Hewers of wood and drawers of waters? I thought maybe Canada had put that demeaning role behind us. I mean we have given up our colonial status, haven't we? We are masters of our own destiny, aren't we?
Surely our political leaders meant what they were saying in recent years as the urged us to concentrate on adding value to our natural resources. Surely they believed that we could end the export of manufacturing and processing jobs and process our natural resources and manufacture goods here in Canada, didn't they?
Maybe not. Or, maybe our prime minister is just a bit too opportunistic and trade-oriented for our own good.
Witness the current energy crisis in California and the recent pronouncements by Dick Cheney, vice-president of the United States.
California is experiencing brownouts and is expected to suffer from periodic blackouts this summer when everyone turns on their air conditioners. The vice-president has decreed that energy conservation is futile and alternative energy sources impotent to meet the growing energy needs of the United States. He also declared that the United
Staters will not, in any way, agree to slow or manage its growth levels. Abundant, low-cost energy is what America needs to preserve its evermore prosperous way of life, regardless. Full steam ahead! And damn the torpedoes!
Some of you might be old enough to remember the Eisenhower presidency (in the 1950s) when the then secretary of defence stated, "What's good for General Motors is good for the country." (He was a former General Motors executive and remained a shareholder.) Al Capp, the L'il Abner comic strip creator, parodied this event, creating a blustering, overbearing character called General Bullmoose who proclaimed, "What's good for General Bullmoose is good for the country!" General Bullmoose rides again!
Unfortunately, the United States has been shutting down its nuclear generating plants (which are deemed unsafe), has regulated to block new coal-fired generators, stopped new hydroelectric projects and enacted price protection measures for consumers which doomed the economics of small-scale natural gas power plants. Moreover, in California they deregulated producer prices, but regulated consumer costs so that their primary electrical utilities are bankrupt, continuing to run only courtesy of direct subsidies from government.
Well, it appears that it is Canada to the rescue! Prime Minister Chretien has declared that Canada will be thrilled to sell the natural gas the United States needs to generate power. Want our oil? Come and get it. Want a pipeline through our Arctic? No problem. What environmental risks? Who says that we might need those fossil fuels in our future? There's a quick buck to be made and we're going to make it, in spades!
Well, Jean, maybe its time to step back and think again.

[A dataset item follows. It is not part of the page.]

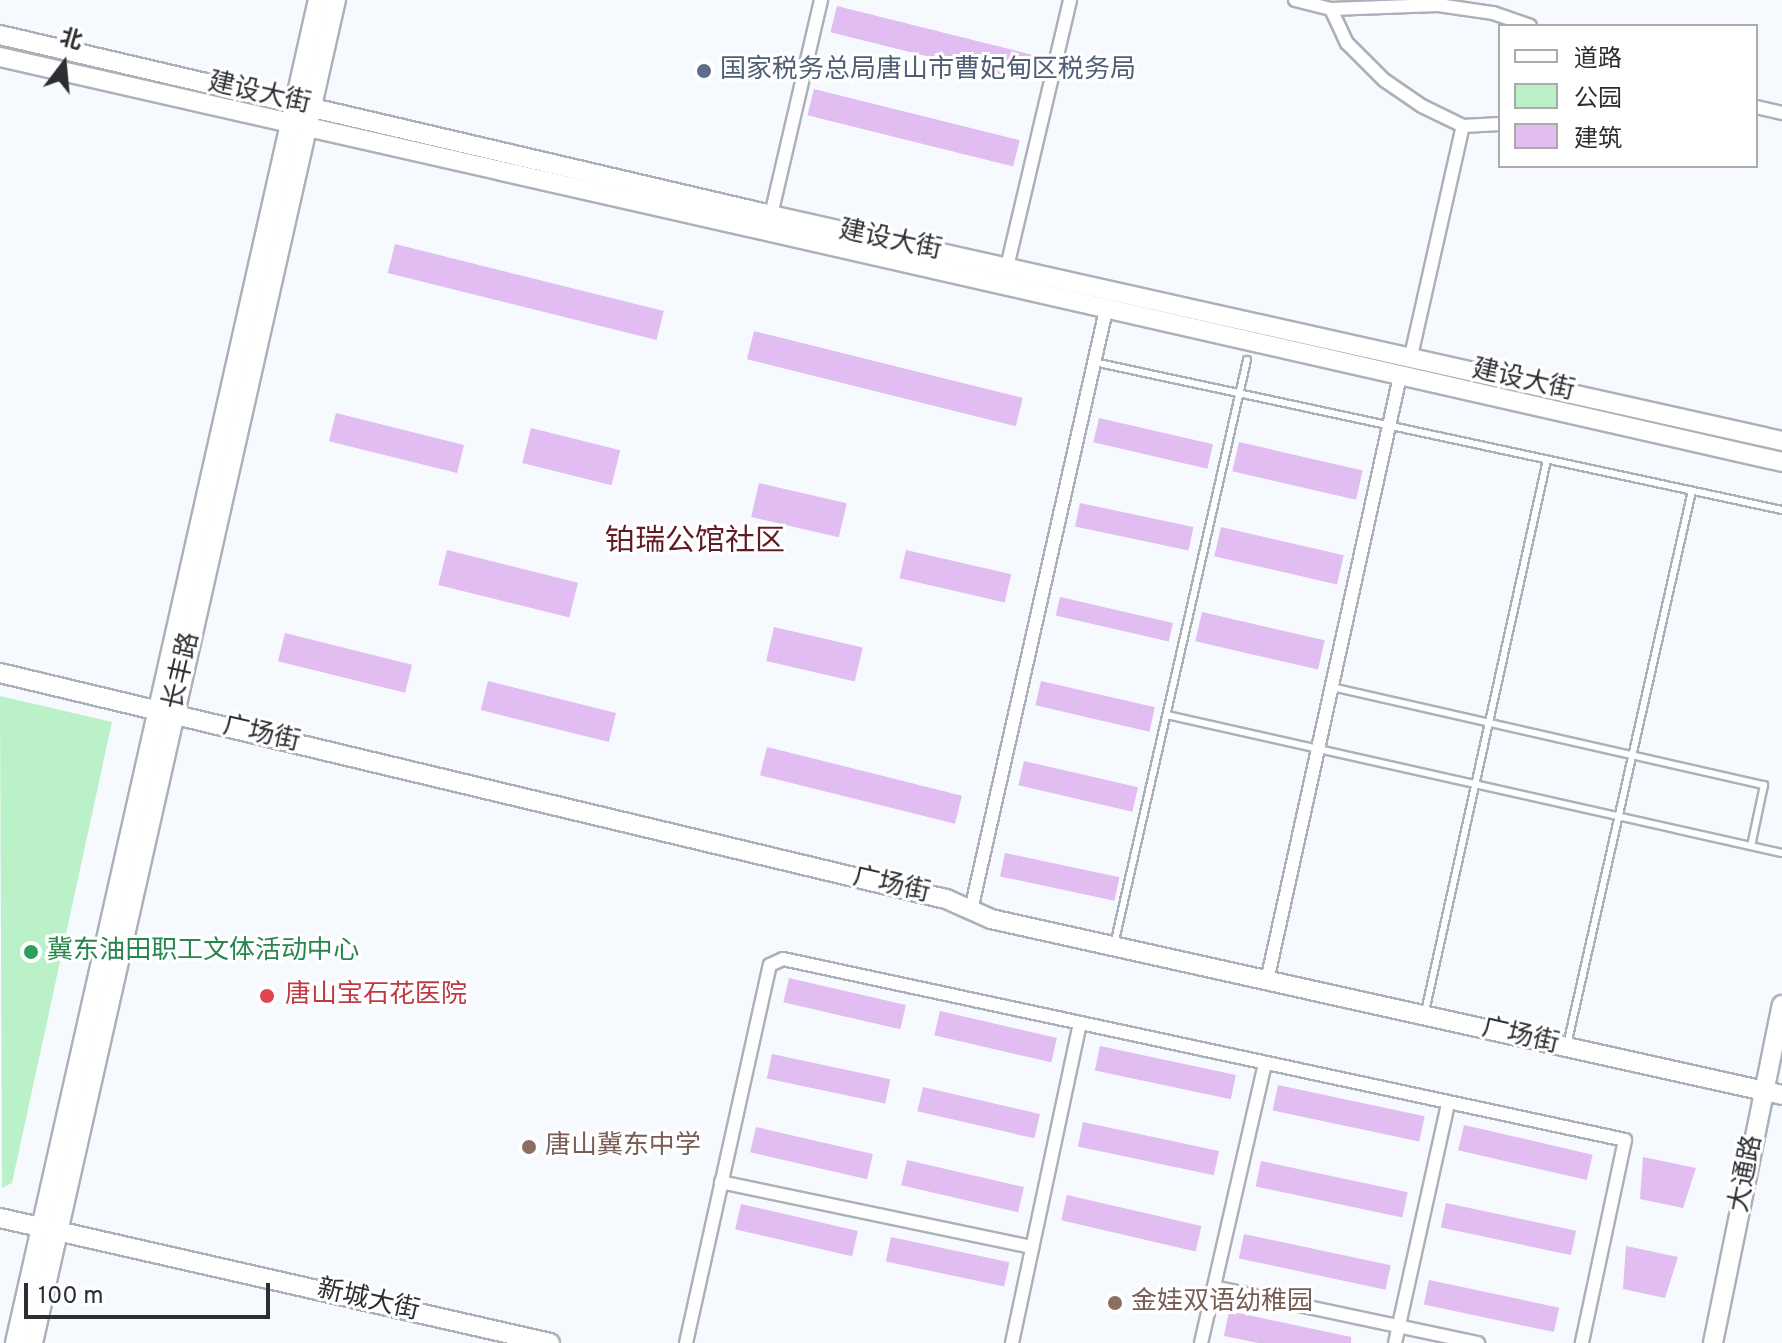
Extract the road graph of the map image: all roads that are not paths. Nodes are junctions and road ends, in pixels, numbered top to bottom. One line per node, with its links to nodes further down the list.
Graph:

Yes, we should help the United States offset its energy shortfalls. The key word is help. But might it be possible for us to at least convert the oil and gas into electricity here in Canada and have the United States pay for the development costs? Can't we ration the energy production to preserve capacity to support new job creation in Canada?
After all, the United States needs the extra energy to support new growth in manufacturing, processing and assembly. Why can't we peel off some of those new jobs for Canada?
And what about our children and their children? Does greed run rampant in Canada, too? What about our environment, particularly the ultra-fragile northern environment? Do we squander that precious legacy today and pass the bills on to tomorrow, compound interest applied?
Can we assist the United States to make a constructive transition in becoming a conserver society, or do we knuckle under to 19th century colonial-style imperialism?
During the last election, critics often accused the prime minister of being "yesterday's man." Perhaps they were right.
Bob Michels is an author and consultant from Atikokan.